What is expected is a word-for-word copy of all the entries.

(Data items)
Segment Open

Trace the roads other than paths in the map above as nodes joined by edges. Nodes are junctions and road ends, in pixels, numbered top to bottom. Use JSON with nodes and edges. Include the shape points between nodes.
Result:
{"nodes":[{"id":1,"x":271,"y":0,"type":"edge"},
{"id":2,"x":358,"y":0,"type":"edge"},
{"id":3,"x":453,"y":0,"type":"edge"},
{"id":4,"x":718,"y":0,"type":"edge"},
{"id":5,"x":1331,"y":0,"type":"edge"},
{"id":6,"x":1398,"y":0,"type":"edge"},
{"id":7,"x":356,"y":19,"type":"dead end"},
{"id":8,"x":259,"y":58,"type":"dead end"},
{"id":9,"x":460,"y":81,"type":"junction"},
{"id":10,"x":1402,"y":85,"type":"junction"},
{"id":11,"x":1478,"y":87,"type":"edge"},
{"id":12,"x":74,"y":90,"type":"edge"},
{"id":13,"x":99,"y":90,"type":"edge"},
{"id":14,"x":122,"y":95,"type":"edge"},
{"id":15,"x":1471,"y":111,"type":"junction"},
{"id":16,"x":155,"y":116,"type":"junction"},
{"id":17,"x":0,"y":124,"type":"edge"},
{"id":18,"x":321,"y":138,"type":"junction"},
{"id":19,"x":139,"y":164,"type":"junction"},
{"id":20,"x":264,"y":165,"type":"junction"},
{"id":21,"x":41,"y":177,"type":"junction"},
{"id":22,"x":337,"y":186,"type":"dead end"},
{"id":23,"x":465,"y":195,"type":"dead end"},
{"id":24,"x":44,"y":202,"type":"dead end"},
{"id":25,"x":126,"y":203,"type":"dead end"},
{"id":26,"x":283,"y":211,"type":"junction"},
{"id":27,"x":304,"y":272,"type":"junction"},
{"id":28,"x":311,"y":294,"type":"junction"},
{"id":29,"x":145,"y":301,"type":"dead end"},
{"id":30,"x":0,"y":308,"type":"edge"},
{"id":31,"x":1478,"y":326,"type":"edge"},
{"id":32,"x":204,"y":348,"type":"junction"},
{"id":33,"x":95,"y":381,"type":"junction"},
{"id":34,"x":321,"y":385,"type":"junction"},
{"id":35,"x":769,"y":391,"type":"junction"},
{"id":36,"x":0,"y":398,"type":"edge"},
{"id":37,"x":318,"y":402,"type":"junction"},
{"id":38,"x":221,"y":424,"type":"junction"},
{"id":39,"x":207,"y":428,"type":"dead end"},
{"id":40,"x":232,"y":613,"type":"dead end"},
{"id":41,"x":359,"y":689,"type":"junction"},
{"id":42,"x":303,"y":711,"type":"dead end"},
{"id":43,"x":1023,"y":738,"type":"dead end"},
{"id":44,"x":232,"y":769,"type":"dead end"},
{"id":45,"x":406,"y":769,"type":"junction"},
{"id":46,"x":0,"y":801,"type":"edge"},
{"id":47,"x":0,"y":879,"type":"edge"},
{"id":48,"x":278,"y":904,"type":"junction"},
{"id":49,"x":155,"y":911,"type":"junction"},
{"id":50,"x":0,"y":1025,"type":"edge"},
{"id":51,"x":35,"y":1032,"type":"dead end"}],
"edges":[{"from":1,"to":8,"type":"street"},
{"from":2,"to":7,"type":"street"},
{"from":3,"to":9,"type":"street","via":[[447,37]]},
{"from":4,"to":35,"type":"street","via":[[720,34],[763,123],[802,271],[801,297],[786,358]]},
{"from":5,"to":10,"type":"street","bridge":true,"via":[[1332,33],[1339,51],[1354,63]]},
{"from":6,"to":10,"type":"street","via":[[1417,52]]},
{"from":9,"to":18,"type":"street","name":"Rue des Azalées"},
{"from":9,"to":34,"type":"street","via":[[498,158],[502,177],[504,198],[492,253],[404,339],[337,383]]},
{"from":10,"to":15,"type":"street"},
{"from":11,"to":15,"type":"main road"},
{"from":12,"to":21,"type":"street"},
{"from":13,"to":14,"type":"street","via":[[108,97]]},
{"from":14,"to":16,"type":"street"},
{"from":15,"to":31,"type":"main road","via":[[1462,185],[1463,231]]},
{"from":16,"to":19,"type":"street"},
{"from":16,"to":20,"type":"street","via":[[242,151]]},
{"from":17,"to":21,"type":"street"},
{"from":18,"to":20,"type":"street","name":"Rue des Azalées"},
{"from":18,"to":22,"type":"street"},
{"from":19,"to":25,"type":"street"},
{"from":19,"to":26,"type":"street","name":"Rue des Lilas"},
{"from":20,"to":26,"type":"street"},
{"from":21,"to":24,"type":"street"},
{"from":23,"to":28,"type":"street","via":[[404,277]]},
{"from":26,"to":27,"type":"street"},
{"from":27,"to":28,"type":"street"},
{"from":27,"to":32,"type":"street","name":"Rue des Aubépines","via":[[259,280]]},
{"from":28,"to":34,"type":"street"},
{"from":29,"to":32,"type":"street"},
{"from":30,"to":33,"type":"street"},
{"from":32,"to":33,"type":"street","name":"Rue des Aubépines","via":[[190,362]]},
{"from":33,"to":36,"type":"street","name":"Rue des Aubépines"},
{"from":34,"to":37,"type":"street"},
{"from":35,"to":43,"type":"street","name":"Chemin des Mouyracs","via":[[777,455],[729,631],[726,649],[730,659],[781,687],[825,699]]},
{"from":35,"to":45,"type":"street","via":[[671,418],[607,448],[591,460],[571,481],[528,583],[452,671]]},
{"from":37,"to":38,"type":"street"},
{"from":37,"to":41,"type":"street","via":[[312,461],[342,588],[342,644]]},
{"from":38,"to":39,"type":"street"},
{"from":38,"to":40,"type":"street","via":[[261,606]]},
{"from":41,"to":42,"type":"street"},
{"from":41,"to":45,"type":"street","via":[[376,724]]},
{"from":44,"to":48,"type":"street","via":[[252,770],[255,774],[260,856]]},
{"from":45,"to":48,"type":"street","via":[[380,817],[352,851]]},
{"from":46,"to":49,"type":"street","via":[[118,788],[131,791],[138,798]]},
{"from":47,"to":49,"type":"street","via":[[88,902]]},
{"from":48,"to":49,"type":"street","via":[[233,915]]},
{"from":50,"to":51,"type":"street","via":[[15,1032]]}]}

Segment Closed

COMPLETED TASK:
Trace the roads other than paths in the map above as nodes joined by edges. Nodes are junctions and road ends, in pixels, numbered top to bottom. Use JSON with nodes and edges. Include the shape points between nodes.
Result:
{"nodes":[{"id":1,"x":271,"y":0,"type":"edge"},
{"id":2,"x":358,"y":0,"type":"edge"},
{"id":3,"x":453,"y":0,"type":"edge"},
{"id":4,"x":718,"y":0,"type":"edge"},
{"id":5,"x":1331,"y":0,"type":"edge"},
{"id":6,"x":1398,"y":0,"type":"edge"},
{"id":7,"x":356,"y":19,"type":"dead end"},
{"id":8,"x":259,"y":58,"type":"dead end"},
{"id":9,"x":460,"y":81,"type":"junction"},
{"id":10,"x":1402,"y":85,"type":"junction"},
{"id":11,"x":1478,"y":87,"type":"edge"},
{"id":12,"x":74,"y":90,"type":"edge"},
{"id":13,"x":99,"y":90,"type":"edge"},
{"id":14,"x":122,"y":95,"type":"edge"},
{"id":15,"x":1471,"y":111,"type":"junction"},
{"id":16,"x":155,"y":116,"type":"junction"},
{"id":17,"x":0,"y":124,"type":"edge"},
{"id":18,"x":321,"y":138,"type":"junction"},
{"id":19,"x":139,"y":164,"type":"junction"},
{"id":20,"x":264,"y":165,"type":"junction"},
{"id":21,"x":41,"y":177,"type":"junction"},
{"id":22,"x":337,"y":186,"type":"dead end"},
{"id":23,"x":465,"y":195,"type":"dead end"},
{"id":24,"x":44,"y":202,"type":"dead end"},
{"id":25,"x":126,"y":203,"type":"dead end"},
{"id":26,"x":283,"y":211,"type":"junction"},
{"id":27,"x":304,"y":272,"type":"junction"},
{"id":28,"x":311,"y":294,"type":"junction"},
{"id":29,"x":145,"y":301,"type":"dead end"},
{"id":30,"x":0,"y":308,"type":"edge"},
{"id":31,"x":1478,"y":326,"type":"edge"},
{"id":32,"x":204,"y":348,"type":"junction"},
{"id":33,"x":95,"y":381,"type":"junction"},
{"id":34,"x":321,"y":385,"type":"junction"},
{"id":35,"x":769,"y":391,"type":"junction"},
{"id":36,"x":0,"y":398,"type":"edge"},
{"id":37,"x":318,"y":402,"type":"junction"},
{"id":38,"x":221,"y":424,"type":"junction"},
{"id":39,"x":207,"y":428,"type":"dead end"},
{"id":40,"x":232,"y":613,"type":"dead end"},
{"id":41,"x":359,"y":689,"type":"junction"},
{"id":42,"x":303,"y":711,"type":"dead end"},
{"id":43,"x":1023,"y":738,"type":"dead end"},
{"id":44,"x":232,"y":769,"type":"dead end"},
{"id":45,"x":406,"y":769,"type":"junction"},
{"id":46,"x":0,"y":801,"type":"edge"},
{"id":47,"x":0,"y":879,"type":"edge"},
{"id":48,"x":278,"y":904,"type":"junction"},
{"id":49,"x":155,"y":911,"type":"junction"},
{"id":50,"x":0,"y":1025,"type":"edge"},
{"id":51,"x":35,"y":1032,"type":"dead end"}],
"edges":[{"from":1,"to":8,"type":"street"},
{"from":2,"to":7,"type":"street"},
{"from":3,"to":9,"type":"street","via":[[447,37]]},
{"from":4,"to":35,"type":"street","via":[[720,34],[763,123],[802,271],[801,297],[786,358]]},
{"from":5,"to":10,"type":"street","bridge":true,"via":[[1332,33],[1339,51],[1354,63]]},
{"from":6,"to":10,"type":"street","via":[[1417,52]]},
{"from":9,"to":18,"type":"street","name":"Rue des Azalées"},
{"from":9,"to":34,"type":"street","via":[[498,158],[502,177],[504,198],[492,253],[404,339],[337,383]]},
{"from":10,"to":15,"type":"street"},
{"from":11,"to":15,"type":"main road"},
{"from":12,"to":21,"type":"street"},
{"from":13,"to":14,"type":"street","via":[[108,97]]},
{"from":14,"to":16,"type":"street"},
{"from":15,"to":31,"type":"main road","via":[[1462,185],[1463,231]]},
{"from":16,"to":19,"type":"street"},
{"from":16,"to":20,"type":"street","via":[[242,151]]},
{"from":17,"to":21,"type":"street"},
{"from":18,"to":20,"type":"street","name":"Rue des Azalées"},
{"from":18,"to":22,"type":"street"},
{"from":19,"to":25,"type":"street"},
{"from":19,"to":26,"type":"street","name":"Rue des Lilas"},
{"from":20,"to":26,"type":"street"},
{"from":21,"to":24,"type":"street"},
{"from":23,"to":28,"type":"street","via":[[404,277]]},
{"from":26,"to":27,"type":"street"},
{"from":27,"to":28,"type":"street"},
{"from":27,"to":32,"type":"street","name":"Rue des Aubépines","via":[[259,280]]},
{"from":28,"to":34,"type":"street"},
{"from":29,"to":32,"type":"street"},
{"from":30,"to":33,"type":"street"},
{"from":32,"to":33,"type":"street","name":"Rue des Aubépines","via":[[190,362]]},
{"from":33,"to":36,"type":"street","name":"Rue des Aubépines"},
{"from":34,"to":37,"type":"street"},
{"from":35,"to":43,"type":"street","name":"Chemin des Mouyracs","via":[[777,455],[729,631],[726,649],[730,659],[781,687],[825,699]]},
{"from":35,"to":45,"type":"street","via":[[671,418],[607,448],[591,460],[571,481],[528,583],[452,671]]},
{"from":37,"to":38,"type":"street"},
{"from":37,"to":41,"type":"street","via":[[312,461],[342,588],[342,644]]},
{"from":38,"to":39,"type":"street"},
{"from":38,"to":40,"type":"street","via":[[261,606]]},
{"from":41,"to":42,"type":"street"},
{"from":41,"to":45,"type":"street","via":[[376,724]]},
{"from":44,"to":48,"type":"street","via":[[252,770],[255,774],[260,856]]},
{"from":45,"to":48,"type":"street","via":[[380,817],[352,851]]},
{"from":46,"to":49,"type":"street","via":[[118,788],[131,791],[138,798]]},
{"from":47,"to":49,"type":"street","via":[[88,902]]},
{"from":48,"to":49,"type":"street","via":[[233,915]]},
{"from":50,"to":51,"type":"street","via":[[15,1032]]}]}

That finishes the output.